PROBLEM DESCRIPTION>
The expected response is a copy of every line in the entries below that includes the word "list".

─── INPUT RECORDS ───

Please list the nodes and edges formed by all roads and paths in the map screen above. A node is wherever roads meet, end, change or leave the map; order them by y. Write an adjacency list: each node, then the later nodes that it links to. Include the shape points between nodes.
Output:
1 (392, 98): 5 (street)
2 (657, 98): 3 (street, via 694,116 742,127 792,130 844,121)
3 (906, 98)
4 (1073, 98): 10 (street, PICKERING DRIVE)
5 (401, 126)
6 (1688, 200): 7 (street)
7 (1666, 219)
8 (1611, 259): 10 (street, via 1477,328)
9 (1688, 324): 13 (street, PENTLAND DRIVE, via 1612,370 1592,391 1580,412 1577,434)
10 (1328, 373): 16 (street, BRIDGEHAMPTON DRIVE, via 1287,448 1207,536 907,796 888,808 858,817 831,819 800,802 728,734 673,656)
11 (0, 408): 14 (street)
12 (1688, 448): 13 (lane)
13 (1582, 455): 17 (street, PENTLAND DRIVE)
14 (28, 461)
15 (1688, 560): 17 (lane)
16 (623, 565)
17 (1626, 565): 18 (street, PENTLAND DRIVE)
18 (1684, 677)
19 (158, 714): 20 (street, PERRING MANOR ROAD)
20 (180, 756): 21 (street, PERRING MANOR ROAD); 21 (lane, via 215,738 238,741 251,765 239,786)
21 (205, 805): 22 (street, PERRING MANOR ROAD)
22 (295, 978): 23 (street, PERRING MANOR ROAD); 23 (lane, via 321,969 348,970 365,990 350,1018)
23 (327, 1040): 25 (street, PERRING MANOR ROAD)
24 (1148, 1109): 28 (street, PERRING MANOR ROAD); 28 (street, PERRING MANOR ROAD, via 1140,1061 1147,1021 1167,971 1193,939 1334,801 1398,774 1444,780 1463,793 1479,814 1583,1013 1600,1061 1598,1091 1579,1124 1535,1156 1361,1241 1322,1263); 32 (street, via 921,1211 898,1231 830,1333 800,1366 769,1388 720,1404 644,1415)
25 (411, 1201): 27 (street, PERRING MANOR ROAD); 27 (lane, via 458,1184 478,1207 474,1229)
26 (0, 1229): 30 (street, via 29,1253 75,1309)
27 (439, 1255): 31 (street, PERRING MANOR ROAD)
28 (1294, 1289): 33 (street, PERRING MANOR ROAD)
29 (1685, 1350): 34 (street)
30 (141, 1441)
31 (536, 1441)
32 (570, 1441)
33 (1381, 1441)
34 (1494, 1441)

───
─── INPUT RECORDS ───

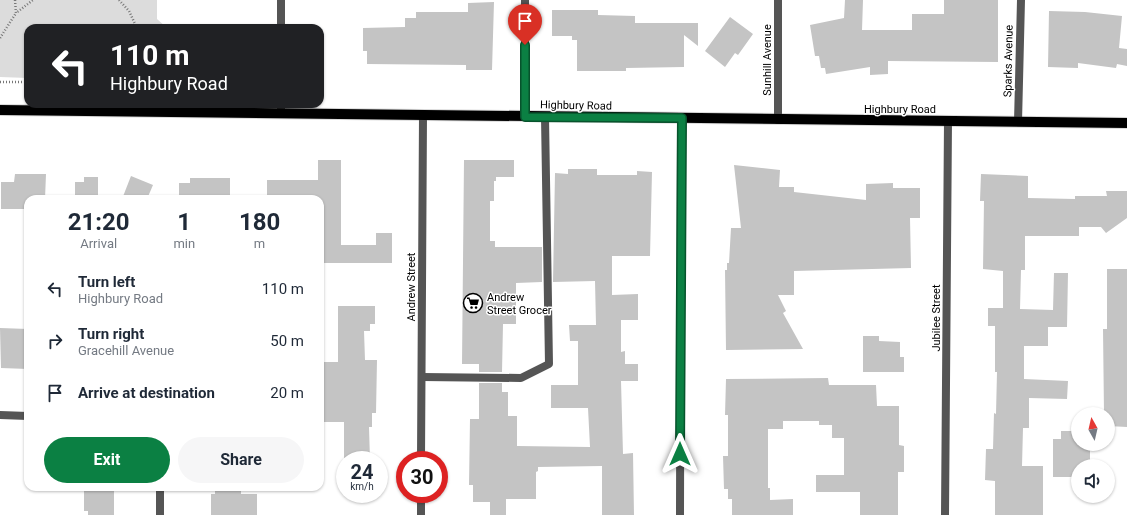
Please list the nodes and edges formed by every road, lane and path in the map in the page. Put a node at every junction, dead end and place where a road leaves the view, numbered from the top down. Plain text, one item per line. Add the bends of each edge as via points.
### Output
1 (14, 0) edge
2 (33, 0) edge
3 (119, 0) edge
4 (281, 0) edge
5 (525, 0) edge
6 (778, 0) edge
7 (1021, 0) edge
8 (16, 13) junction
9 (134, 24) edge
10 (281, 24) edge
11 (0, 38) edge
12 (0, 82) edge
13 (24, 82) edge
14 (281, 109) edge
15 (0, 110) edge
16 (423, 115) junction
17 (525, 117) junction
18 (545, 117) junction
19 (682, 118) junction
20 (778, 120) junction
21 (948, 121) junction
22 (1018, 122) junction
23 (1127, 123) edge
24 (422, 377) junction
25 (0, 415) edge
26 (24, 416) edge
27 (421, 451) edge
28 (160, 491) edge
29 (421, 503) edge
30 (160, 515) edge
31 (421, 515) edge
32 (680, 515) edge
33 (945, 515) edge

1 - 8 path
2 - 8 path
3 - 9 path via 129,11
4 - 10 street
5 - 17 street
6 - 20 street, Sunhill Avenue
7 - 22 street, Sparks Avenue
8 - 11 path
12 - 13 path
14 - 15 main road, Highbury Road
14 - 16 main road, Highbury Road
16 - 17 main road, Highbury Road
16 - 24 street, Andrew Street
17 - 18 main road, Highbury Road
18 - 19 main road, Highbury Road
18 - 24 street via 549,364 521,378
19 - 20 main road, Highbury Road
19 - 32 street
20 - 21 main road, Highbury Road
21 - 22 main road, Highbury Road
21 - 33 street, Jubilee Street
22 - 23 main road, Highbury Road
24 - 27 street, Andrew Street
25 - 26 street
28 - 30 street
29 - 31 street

───

RESPONSE AREA>
Please list the nodes and edges formed by all roads and paths in the map screen above. A node is wherever roads meet, end, change or leave the map; order them by y. Write an adjacency list: each node, then the later nodes that it links to. Include the shape points between nodes.
Please list the nodes and edges formed by every road, lane and path in the map in the page. Put a node at every junction, dead end and place where a road leaves the view, numbered from the top down. Plain text, one item per line. Add the bends of each edge as via points.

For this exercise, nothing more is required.